Thursday, 10 December 2009

The Spanish Diaries - Part 3

Having already spent the best part of a week in Spanish Spain, we decided that it would be rude not to venture into Barcelona for the day. After what had become traditional navigational mishaps (including an inadvertent trip through a service station and a brief detour down a motorway turn-off which has no other function than to lead you back onto the motorway itself), we made it to the port and split up for a brief wander through the shopping district.

Weirdly, there seemed to be a theme to our ramblings and a weird theme it was, too. The theme itself? Creepy dolls. The beginnings of the motif were spotted on a small antique market outside the main entrance to Barcelona Cathedral. Every single stall there was seemed to have some form of creepy looking doll (along the apparently obligatory graphic-statuette-of-Christ-with-bleeding-stigmata-on-the-cross). The creepy icing on the freaky cake came, however, with the discovery on one stall of a basket full of dolls eyes (one Euro per eye. Needless to say, no purchases were made.

The theme was topped off later by the discovery of a small shop down one of the streets. Not so unusual, you may be thinking. The side street is the traditional domain of the small shop. Well, quite so. This small shop, however, was selling what they clearly believed to be realistic looking baby dolls but were, in fact, terrifying wizened troll-creatures of about ninety years of age. I can not even imagine who would find one of these horrifying monstrosities cute, let alone go so far as to make a purchase. Truly the stuff of which nightmares are made.

The afternoon was spent with a trip to Parc Guell - quite possibly the most insane place outside of a theme park that I've ever seen. Designed by Antoni Gaudi, it's rather like the resultant madness you would get if the imaginations of Roald Dahl, Walt Disney and Hans Christian Anderson made sweet, sweet love to each other and gave birth to a public park.

We came into the park at the Vallcarca side, meaning we were at the highest point to begin with and were afforded the best view possible out over Barcelona. Amazing though the height was, it didn't really do Barcelona any favours - the city was not pretty looking from up there, being grid-like and built-up in a way reminiscent of a shanty town.


Having finished surveying the views, we made our way down into the park proper and the Gaudi structures began to reveal themselves.
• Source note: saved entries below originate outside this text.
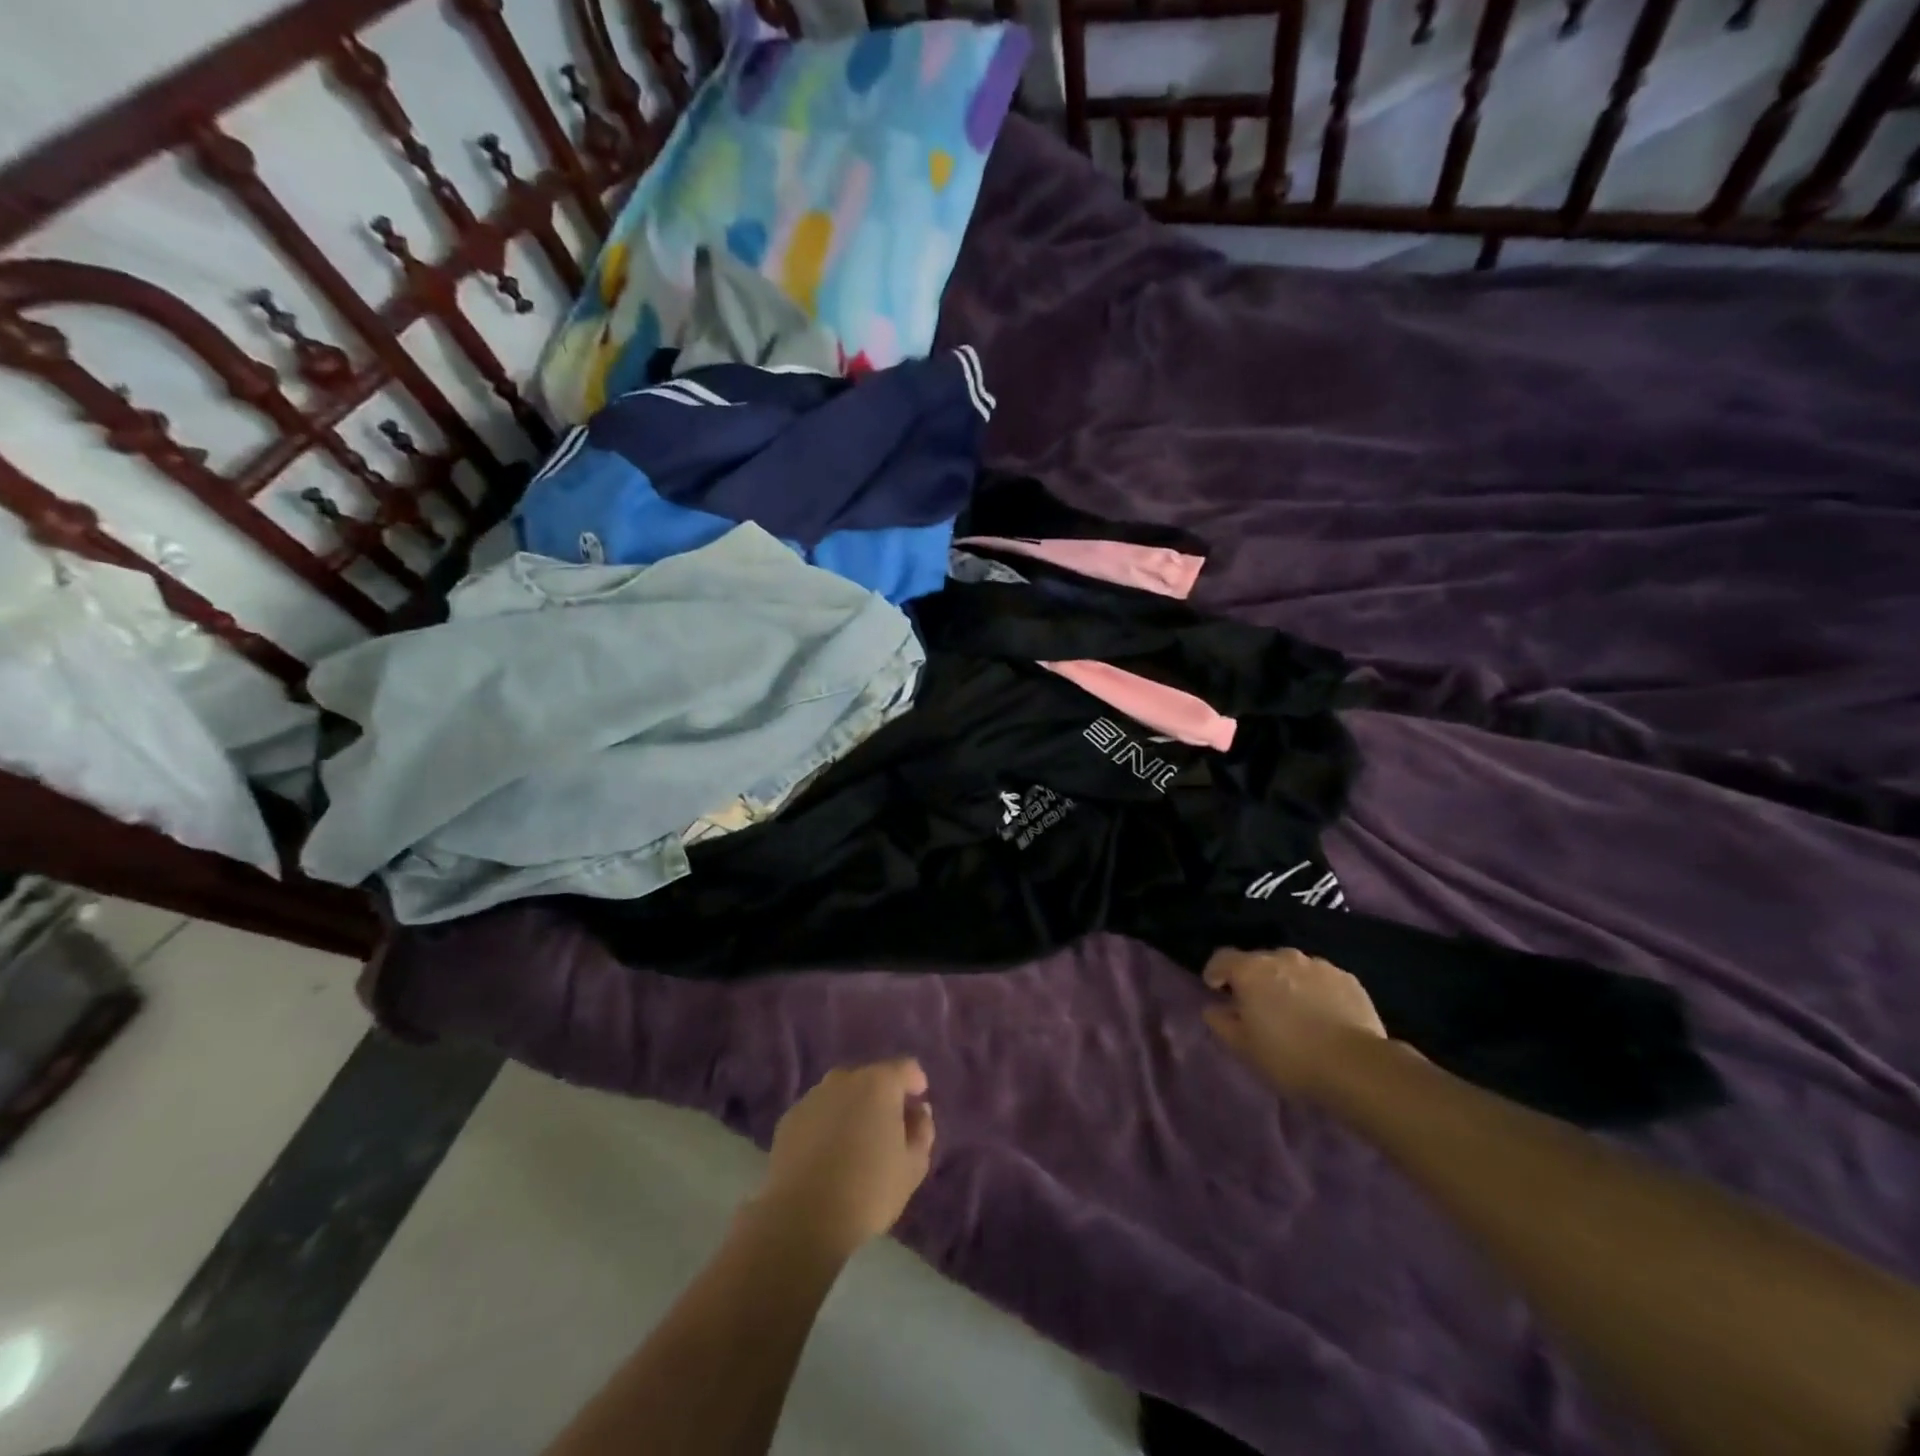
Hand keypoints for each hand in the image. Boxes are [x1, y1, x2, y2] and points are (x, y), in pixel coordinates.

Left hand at [754, 1059, 935, 1257]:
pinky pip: (817, 1114)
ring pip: (840, 1095)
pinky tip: (826, 1156)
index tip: (917, 1101)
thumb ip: (922, 1131)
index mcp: (879, 1083)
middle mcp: (844, 1079)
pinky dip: (825, 1125)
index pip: (906, 1068)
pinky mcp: (788, 1119)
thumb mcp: (913, 1166)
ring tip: (854, 1144)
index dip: (915, 1082)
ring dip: (851, 1109)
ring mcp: (812, 1097)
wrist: (803, 1219)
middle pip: (870, 1079)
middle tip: (886, 1129)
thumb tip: (918, 1111)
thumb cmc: (869, 1190)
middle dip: (881, 1097)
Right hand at [1203, 948, 1387, 1095]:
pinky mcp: (1347, 979)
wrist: (1356, 1066)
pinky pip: (1321, 979)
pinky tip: (1324, 1016)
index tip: (1216, 989)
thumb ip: (1221, 1023)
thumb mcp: (1244, 1048)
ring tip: (1295, 1012)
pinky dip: (1316, 991)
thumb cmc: (1289, 1057)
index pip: (1222, 958)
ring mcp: (1318, 965)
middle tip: (1258, 1008)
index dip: (1215, 972)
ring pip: (1292, 969)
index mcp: (1251, 970)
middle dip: (1254, 979)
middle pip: (1259, 961)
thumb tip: (1214, 1008)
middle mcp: (1282, 957)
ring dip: (1286, 983)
We initially reached a wide platform which was edged and surrounded with the broken pottery effect beloved by Gaudi. It wasn't until we descended under the platform and out through towards the entrance that the true scope of the insanity begins to reveal itself. For there, just past a large multi-coloured lizard fountain and flanking the front entrance, lie two massive Hansel-and-Gretel-style gingerbread houses. It's really the only way to describe these architectural oddities.


Big lizard
Obviously, we'd walked through the park the opposite way and not got the full effect that a visitor arriving at the front gates would get but, in a way, there was something more satisfying about the slow reveal as opposed to the full assault on the senses. It's a prominent Barcelona landmark so I'm definitely glad we made the effort to get out and take a look round it.


Which witch lives here?
And that brings the Spanish recollections to a close. The trip ended as it began - with much drinking of the booze and playing of the games - and a good time was had by all. Your normal blogging service of random old mind tat will no doubt resume tomorrow...


3 comments:

Simon B said...

Nice photos! Parc Guell is beautiful isn't it? ( Although, as you say, a bit insane! )
Top marks for managing to photograph the lizard fountain without a bunch of tourists hanging round its neck and generally spoiling yer picture.

That Baldy Fella said...

Well, I have to confess, I pinched those off t'interweb. The only photos we have are of it smothered in tourists (some of them us)...

Simon B said...

Oh well, another illusion shattered!